Improve AIP accessibility

MattWellie commented 3 months ago

Long term goal...

De-couple from CPG as much as possible - the ideal state is "AIP in a box", with a set of defined inputs and documentation on how to generate/format them

Take PED/Ext IDs/Phenotypes from a single file - don't expect to be generating this at runtime using Metamist. That would then become the input for panel-HPO matching, and PanelApp queries
Fully define input/output paths & folders - don't expect to be generating paths on the fly using output_path or similar

Longer term:

Annotated VCF as source data for the process (SVs are... less simple).
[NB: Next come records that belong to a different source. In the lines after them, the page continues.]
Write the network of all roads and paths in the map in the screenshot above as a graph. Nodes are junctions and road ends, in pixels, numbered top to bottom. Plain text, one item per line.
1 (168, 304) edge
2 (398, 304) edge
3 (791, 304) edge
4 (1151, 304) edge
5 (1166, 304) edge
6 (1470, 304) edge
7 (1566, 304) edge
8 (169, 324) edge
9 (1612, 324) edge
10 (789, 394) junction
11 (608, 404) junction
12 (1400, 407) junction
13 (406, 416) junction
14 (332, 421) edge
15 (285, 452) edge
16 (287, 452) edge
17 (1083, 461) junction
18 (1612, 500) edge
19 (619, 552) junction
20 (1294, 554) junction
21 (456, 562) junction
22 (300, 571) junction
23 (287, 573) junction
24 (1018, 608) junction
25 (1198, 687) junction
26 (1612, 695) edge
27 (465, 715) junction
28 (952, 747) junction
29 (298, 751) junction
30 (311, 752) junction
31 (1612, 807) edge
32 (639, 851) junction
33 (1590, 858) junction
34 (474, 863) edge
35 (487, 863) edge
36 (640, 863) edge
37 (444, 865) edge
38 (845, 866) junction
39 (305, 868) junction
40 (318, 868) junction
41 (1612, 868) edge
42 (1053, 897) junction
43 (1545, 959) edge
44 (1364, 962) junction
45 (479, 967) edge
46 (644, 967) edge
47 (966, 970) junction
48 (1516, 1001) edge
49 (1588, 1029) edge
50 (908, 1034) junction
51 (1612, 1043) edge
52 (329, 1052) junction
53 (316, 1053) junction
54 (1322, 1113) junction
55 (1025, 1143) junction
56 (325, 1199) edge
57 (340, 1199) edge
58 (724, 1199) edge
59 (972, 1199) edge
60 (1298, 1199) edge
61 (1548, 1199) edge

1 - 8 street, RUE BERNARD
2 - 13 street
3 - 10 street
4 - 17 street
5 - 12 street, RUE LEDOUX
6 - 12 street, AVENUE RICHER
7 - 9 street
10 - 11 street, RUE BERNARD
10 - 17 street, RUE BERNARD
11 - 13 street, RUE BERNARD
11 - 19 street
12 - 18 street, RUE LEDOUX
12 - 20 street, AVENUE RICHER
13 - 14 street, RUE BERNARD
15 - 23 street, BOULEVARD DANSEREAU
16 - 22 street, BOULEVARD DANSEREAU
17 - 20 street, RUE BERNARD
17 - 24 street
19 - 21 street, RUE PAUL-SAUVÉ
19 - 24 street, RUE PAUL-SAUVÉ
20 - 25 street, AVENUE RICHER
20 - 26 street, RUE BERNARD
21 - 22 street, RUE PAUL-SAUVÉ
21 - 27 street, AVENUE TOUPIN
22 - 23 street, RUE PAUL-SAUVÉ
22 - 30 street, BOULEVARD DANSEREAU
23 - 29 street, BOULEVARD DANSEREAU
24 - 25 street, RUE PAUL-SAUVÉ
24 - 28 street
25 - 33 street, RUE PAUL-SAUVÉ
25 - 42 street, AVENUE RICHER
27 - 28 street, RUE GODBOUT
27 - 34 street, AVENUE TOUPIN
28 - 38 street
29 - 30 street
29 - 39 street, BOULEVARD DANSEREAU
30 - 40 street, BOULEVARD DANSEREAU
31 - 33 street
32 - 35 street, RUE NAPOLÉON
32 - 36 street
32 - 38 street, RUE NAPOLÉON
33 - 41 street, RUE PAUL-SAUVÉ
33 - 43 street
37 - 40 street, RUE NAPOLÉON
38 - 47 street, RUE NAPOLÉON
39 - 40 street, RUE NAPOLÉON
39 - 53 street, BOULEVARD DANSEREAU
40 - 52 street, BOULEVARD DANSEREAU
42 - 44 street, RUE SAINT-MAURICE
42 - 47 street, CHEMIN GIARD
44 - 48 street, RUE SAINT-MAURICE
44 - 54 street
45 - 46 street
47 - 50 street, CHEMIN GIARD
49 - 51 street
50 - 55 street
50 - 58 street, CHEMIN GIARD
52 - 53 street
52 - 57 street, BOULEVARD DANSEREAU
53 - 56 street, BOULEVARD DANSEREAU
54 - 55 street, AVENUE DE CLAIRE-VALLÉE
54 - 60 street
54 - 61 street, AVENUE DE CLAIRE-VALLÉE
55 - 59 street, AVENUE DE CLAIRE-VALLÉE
Requires a way of ingesting annotated VCFs into a MT, specifically a way to split the VEP CSQ field contents.
Define an annotation contract, e.g. a dependency on VEP nnn, with a way of providing ClinVar/SpliceAI annotations.
...?

Simpler/less pressing:

Swap out Peddy for peds - we only need a PED file object, the extra Peddy functionality just makes the install weightier, for no benefit in this project

illusional commented 3 months ago

FWIW, I'd probably define some sort of generic Provider, and then have multiple implementations, one that can find data from metamist, one that pulls it from specific files, which someone else could extend to populate their own data (and then at runtime, you allow a user to specify which input provider to use).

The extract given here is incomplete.